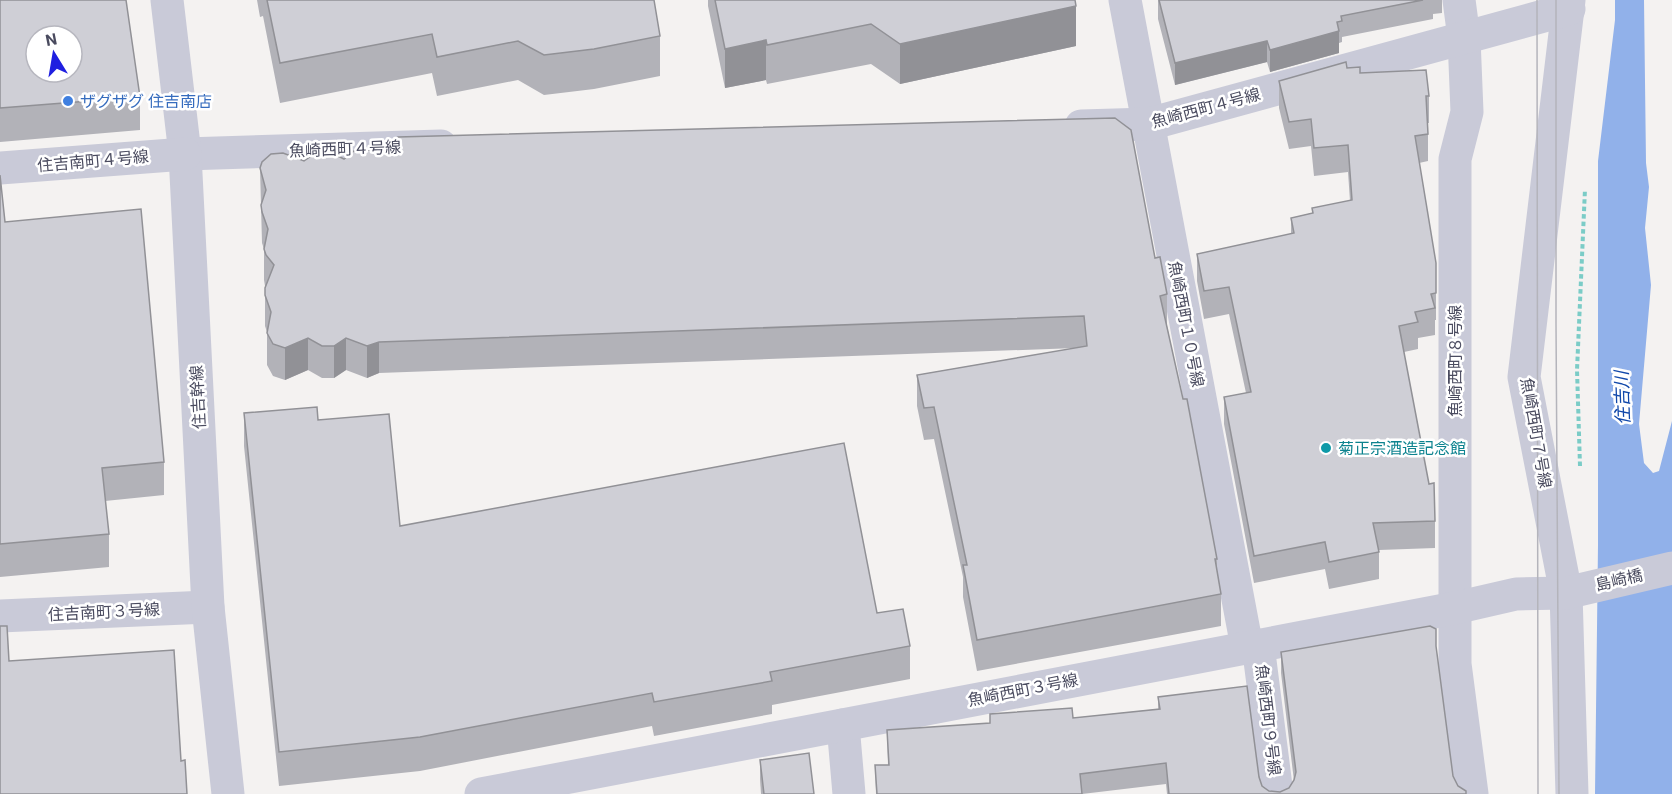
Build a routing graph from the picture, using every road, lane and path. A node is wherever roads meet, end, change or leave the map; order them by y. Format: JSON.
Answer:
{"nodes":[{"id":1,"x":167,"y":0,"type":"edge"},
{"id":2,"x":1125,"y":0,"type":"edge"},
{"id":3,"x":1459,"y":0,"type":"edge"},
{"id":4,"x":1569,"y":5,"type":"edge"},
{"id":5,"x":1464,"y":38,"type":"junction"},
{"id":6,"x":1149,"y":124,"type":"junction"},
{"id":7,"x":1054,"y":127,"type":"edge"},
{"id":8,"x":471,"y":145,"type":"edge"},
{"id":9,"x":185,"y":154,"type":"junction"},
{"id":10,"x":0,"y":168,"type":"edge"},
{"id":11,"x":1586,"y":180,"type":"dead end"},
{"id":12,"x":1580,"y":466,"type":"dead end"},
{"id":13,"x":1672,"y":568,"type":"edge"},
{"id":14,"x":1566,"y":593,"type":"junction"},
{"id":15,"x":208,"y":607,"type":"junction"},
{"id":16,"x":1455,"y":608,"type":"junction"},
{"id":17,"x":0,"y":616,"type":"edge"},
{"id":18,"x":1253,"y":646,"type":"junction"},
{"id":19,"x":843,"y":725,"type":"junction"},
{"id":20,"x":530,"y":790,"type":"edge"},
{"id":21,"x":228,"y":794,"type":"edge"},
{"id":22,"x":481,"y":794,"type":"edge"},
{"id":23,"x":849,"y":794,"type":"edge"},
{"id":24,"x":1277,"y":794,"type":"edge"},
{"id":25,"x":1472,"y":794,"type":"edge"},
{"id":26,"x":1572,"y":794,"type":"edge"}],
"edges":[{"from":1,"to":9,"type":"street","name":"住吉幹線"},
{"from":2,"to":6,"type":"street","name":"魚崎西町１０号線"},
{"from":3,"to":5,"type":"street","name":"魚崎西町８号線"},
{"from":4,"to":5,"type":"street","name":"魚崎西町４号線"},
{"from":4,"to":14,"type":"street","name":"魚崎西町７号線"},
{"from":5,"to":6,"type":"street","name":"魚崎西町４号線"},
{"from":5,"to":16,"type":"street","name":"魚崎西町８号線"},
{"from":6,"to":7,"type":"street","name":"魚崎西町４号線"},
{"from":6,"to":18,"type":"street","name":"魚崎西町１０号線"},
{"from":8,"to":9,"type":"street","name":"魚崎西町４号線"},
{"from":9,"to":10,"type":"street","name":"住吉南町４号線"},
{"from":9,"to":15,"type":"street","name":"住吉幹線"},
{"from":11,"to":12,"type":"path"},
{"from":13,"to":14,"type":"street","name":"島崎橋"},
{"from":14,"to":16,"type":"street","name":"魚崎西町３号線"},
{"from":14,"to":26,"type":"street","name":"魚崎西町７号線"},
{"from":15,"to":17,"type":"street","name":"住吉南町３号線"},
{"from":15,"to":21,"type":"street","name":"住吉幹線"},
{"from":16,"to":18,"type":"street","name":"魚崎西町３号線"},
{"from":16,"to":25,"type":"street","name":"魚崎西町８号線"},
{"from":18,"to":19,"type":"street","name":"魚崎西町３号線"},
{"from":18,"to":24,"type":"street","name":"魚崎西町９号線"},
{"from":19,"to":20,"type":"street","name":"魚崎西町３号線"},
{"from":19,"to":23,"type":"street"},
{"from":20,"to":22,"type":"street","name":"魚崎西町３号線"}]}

════════════════════

**About this exercise:**
The expected answer is every line in the data above that carries the string "path".

**Result below:**
Build a routing graph from the picture, using every road, lane and path. A node is wherever roads meet, end, change or leave the map; order them by y. Format: JSON.
{"from":11,"to":12,"type":"path"},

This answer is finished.